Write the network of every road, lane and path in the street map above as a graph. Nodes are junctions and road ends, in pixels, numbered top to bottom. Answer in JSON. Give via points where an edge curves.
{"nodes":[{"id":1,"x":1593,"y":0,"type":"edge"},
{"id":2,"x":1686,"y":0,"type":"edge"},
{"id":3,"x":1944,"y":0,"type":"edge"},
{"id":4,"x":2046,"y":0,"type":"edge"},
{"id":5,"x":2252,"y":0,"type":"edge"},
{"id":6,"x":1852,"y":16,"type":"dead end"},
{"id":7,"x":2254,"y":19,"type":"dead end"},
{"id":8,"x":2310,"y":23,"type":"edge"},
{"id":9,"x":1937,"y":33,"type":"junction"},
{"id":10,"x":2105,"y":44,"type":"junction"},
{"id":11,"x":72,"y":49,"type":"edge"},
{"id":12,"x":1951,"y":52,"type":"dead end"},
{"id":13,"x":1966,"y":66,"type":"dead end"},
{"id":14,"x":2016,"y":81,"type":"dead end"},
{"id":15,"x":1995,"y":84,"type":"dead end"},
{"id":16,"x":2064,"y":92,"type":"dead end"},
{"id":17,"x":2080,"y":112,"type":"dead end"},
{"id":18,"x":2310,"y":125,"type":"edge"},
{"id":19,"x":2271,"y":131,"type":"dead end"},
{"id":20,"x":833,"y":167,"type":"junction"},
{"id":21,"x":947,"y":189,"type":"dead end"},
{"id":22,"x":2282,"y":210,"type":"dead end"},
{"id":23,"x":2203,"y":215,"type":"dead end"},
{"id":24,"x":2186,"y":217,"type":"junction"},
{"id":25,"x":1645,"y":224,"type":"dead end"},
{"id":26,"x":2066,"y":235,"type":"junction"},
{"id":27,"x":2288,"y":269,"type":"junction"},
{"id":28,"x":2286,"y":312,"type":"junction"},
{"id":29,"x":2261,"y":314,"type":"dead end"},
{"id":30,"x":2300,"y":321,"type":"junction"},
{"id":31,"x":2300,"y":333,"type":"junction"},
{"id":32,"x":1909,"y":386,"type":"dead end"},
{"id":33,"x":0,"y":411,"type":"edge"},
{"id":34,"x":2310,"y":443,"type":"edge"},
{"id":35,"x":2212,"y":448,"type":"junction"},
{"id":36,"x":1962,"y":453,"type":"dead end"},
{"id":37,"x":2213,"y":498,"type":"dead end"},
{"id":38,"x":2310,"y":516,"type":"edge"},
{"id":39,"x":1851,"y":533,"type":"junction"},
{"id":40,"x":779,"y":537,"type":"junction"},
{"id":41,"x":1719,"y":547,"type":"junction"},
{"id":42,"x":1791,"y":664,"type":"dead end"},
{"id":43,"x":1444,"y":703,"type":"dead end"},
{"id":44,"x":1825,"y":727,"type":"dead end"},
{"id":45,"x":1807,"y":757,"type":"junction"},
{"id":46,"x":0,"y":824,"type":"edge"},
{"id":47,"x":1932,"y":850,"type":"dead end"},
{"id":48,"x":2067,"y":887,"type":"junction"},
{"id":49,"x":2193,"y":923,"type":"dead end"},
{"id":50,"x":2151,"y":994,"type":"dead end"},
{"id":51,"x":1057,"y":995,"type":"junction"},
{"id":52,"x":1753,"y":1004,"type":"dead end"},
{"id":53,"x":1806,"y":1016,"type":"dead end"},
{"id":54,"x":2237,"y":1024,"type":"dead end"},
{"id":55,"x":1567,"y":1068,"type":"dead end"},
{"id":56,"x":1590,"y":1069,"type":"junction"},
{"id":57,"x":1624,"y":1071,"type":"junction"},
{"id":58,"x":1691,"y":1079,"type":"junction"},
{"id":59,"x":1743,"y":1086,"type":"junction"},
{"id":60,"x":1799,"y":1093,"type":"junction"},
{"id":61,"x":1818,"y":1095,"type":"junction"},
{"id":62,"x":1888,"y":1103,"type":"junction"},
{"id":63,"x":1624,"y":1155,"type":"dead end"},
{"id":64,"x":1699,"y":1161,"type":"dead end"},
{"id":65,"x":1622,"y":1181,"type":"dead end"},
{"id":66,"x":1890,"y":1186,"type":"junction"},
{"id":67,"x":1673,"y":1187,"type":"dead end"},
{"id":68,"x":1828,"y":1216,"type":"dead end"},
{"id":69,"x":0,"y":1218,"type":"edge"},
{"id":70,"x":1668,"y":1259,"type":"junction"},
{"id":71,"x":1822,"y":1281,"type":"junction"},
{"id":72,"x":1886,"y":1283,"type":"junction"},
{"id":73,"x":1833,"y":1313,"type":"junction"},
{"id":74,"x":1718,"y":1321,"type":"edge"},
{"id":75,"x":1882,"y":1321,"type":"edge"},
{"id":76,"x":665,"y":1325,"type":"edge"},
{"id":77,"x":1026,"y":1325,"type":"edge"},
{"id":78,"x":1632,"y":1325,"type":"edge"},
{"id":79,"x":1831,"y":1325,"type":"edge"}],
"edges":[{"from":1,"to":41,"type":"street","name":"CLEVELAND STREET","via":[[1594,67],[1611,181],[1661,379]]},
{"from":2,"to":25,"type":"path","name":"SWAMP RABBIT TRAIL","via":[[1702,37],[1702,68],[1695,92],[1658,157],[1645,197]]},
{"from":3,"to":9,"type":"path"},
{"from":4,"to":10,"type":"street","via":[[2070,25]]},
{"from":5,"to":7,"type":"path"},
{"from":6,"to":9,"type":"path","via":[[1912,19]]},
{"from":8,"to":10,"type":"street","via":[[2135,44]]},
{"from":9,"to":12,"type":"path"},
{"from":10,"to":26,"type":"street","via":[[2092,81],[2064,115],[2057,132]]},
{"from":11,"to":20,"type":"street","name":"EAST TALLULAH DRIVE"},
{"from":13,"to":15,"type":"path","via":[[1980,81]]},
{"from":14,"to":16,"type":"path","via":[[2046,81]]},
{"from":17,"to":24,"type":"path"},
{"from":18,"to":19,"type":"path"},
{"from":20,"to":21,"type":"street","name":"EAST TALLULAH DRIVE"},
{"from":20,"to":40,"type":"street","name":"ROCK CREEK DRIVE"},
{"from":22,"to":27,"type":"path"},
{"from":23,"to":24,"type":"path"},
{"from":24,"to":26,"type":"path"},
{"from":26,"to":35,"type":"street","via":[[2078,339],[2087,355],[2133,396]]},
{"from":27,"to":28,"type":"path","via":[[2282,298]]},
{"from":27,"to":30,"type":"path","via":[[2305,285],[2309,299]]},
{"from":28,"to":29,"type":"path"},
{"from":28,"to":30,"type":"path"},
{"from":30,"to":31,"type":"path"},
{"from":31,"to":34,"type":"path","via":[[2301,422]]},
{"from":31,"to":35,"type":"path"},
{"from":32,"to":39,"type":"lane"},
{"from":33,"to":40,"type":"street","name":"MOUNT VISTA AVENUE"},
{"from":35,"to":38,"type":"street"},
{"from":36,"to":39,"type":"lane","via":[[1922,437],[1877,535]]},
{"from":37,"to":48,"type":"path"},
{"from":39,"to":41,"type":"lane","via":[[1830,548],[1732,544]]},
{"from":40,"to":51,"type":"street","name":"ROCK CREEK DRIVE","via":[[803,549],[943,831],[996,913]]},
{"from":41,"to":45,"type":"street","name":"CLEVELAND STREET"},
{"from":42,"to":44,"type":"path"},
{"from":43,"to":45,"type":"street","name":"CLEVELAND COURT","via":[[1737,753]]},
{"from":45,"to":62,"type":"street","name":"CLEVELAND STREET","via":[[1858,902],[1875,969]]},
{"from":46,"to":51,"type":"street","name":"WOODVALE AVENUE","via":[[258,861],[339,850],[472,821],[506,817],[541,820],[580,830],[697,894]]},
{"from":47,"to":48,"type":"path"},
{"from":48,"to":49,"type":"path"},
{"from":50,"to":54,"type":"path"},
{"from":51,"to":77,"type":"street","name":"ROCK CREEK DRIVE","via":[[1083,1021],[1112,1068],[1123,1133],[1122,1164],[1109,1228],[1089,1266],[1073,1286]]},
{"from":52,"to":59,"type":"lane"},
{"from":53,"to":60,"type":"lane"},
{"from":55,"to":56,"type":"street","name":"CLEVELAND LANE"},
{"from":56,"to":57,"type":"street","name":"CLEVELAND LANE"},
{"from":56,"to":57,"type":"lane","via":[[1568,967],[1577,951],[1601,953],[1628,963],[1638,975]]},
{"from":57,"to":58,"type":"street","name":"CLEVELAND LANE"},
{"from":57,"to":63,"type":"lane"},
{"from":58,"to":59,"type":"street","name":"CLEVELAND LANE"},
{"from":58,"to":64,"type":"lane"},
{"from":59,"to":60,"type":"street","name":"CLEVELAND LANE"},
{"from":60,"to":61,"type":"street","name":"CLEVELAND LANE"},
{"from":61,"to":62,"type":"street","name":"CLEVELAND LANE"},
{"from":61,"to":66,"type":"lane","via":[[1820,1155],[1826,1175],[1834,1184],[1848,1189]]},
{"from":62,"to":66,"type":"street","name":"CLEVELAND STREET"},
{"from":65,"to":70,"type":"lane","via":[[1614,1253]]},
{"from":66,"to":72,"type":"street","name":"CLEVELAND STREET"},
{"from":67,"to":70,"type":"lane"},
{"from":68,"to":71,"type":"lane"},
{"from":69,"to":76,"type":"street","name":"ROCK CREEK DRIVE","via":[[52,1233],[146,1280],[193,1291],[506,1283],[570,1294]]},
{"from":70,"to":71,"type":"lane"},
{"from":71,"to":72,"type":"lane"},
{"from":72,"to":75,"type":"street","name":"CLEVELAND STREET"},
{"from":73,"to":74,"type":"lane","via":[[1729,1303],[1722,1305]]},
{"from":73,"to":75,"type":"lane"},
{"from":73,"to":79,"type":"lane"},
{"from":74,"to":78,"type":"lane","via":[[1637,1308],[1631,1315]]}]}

### TASK REQUIREMENTS
In the listing above, how many lines include the word "AVENUE"? Answer with the number and nothing more.

### OUTPUT
2